Quando c’è passaggio, non è dal divano all’alcova – questo lo fanno solo gli psicoanalisti cretini -, bensì dal divano, che è già rapporto, al rapporto.

L’alcova è solo una contingenza del rapporto, né dovuta né non-dovuta: la “virtù” sessuale non è l’astinenza ma la contingenza (in questo abbiamo già perso millenni di “morale sessuale”).

Non darei per scontato, come tutti fanno, che almeno nel contatto erotico dei corpi l’asimmetria sia automaticamente interrotta, né che sia desiderabile che lo sia, né che ciò sia di buon augurio.

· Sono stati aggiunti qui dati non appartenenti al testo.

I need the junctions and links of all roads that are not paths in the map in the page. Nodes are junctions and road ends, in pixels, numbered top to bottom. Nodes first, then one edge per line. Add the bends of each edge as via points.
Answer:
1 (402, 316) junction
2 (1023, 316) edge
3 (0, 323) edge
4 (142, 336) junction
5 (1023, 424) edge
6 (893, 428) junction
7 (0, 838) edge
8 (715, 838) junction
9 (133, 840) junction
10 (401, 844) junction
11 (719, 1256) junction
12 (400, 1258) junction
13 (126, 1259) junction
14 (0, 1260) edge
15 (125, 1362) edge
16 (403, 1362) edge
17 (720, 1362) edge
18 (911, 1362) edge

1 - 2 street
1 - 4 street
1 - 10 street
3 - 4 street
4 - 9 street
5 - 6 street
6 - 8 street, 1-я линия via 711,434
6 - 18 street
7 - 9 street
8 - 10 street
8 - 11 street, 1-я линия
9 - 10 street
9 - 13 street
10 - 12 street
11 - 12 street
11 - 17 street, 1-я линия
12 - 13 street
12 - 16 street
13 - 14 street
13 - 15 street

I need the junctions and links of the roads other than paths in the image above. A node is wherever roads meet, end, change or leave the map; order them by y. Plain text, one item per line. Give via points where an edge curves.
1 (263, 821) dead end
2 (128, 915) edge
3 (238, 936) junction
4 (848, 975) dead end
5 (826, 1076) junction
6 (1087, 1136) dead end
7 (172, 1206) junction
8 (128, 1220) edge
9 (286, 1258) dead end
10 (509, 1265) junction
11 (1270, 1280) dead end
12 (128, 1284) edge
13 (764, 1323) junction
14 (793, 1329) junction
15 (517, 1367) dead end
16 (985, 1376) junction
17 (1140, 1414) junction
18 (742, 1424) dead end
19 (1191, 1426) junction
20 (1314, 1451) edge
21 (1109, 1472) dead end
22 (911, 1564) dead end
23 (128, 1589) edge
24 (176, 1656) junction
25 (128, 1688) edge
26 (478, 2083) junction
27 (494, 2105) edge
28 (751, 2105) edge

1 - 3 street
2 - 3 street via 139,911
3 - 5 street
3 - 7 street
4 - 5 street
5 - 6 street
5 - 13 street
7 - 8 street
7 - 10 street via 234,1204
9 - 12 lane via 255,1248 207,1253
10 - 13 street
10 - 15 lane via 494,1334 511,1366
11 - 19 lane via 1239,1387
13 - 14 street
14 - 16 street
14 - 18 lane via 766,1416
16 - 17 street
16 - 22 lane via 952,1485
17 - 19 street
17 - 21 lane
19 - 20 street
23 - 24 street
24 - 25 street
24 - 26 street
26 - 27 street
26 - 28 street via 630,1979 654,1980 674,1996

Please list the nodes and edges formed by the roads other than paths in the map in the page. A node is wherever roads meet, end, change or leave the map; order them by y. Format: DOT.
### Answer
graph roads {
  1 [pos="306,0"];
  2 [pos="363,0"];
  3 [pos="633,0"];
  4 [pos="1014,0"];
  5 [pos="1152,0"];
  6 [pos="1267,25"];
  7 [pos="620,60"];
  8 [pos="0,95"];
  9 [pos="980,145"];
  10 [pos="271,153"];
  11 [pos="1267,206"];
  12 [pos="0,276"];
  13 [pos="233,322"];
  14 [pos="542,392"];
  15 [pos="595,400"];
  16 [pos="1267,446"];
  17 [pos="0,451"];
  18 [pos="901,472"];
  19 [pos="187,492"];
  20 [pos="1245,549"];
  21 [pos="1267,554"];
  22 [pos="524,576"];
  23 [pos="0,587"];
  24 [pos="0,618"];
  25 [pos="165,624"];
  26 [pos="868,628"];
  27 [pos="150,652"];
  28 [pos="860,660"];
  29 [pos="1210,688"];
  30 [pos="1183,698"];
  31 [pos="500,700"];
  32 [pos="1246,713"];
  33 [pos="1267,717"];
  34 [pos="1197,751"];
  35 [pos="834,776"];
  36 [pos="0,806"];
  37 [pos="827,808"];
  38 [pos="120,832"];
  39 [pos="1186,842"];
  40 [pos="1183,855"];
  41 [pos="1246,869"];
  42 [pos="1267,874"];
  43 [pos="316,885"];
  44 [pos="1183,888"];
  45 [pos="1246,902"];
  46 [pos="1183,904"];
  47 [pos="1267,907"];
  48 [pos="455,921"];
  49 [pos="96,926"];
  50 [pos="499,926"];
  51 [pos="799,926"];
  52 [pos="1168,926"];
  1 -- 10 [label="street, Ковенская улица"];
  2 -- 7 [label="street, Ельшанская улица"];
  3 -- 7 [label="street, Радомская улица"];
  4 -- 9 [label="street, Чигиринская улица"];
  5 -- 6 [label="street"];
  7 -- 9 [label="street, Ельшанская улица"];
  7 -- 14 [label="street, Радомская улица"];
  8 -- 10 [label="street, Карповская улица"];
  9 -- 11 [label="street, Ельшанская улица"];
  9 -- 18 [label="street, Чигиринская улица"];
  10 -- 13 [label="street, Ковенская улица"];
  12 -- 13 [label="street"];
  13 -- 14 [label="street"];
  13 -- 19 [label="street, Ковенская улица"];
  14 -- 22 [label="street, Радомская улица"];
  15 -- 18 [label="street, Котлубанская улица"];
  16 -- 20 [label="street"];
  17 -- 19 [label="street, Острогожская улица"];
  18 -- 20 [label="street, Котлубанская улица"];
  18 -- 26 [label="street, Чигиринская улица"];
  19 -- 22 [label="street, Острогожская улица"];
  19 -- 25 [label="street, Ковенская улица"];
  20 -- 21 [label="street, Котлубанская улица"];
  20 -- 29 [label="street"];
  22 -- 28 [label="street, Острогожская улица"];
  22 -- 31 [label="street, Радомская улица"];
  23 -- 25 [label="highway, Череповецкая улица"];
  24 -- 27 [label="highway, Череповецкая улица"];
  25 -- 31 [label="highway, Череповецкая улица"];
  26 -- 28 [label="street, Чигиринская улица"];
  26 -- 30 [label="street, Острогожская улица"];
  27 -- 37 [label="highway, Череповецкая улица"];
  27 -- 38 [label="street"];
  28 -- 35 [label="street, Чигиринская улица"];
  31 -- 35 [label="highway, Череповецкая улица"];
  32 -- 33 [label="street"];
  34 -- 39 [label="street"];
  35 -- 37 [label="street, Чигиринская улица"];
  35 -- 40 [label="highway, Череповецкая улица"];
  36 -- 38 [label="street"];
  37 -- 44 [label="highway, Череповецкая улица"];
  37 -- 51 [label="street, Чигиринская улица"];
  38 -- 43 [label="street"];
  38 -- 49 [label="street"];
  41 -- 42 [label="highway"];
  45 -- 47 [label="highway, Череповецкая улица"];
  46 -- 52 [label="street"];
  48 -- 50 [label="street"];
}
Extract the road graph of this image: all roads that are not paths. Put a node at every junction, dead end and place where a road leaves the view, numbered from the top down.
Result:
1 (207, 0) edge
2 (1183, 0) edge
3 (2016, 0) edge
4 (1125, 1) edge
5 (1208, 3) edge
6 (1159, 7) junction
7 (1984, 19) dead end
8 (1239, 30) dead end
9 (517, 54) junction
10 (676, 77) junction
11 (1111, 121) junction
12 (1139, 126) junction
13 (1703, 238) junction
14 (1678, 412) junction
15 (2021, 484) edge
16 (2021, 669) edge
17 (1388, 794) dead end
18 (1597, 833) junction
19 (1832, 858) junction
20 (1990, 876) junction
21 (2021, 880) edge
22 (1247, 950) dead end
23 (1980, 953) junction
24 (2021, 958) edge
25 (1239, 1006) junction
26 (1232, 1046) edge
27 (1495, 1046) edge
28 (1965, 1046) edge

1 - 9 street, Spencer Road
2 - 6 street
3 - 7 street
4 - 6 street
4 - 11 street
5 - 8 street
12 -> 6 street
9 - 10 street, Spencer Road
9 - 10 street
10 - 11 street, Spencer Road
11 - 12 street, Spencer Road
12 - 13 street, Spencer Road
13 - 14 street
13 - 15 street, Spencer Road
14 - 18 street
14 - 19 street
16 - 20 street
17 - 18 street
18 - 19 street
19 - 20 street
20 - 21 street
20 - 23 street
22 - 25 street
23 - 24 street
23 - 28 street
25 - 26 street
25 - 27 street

Non è la prossimità fisica (la favoleggiata “concretezza”) a prevalere nel rapporto, nell’amore e neppure nel fare l’amore, anzi una tale idea produce solo inconvenienti.

L’amore, e contingentemente in esso “fare” l’amore, è metafisica, e migliore di quella dei metafisici di professione (notoriamente non celebri nel fare l’amore): ancora una volta, non esiste “istinto sessuale”, fanatismo dei secoli.

Non faccio l’amore con mia moglie: lo faccio con una donna, quand’anche fossi il più fedele degli sposi.

Quante volte ho dovuto correggere il sognatore che interpretava come pensiero di infedeltà coniugale il sogno in cui faceva l’amore con una donna.

Se al risveglio avesse narrato il sogno alla compagna d’alcova, questa ne sarebbe stata compiaciuta (salvo che fosse animata dal medesimo, simmetrico e patologico errore, nel quale caso non scommetto sul futuro della loro relazione).

Errore da “moglie” con quella brutta “gl” da annegato gorgo-gl-iante: meglio mujer, in cui donna e moglie non si distinguono.

L’inventore del detto “Moglie e buoi dei paesi tuoi” meriterebbe la forca (salvo che confessi il suo peccato: questo sì contro il Sesto comandamento).

Se nascerò un’altra volta, darò del Voi a tutti, amanti e figli compresi.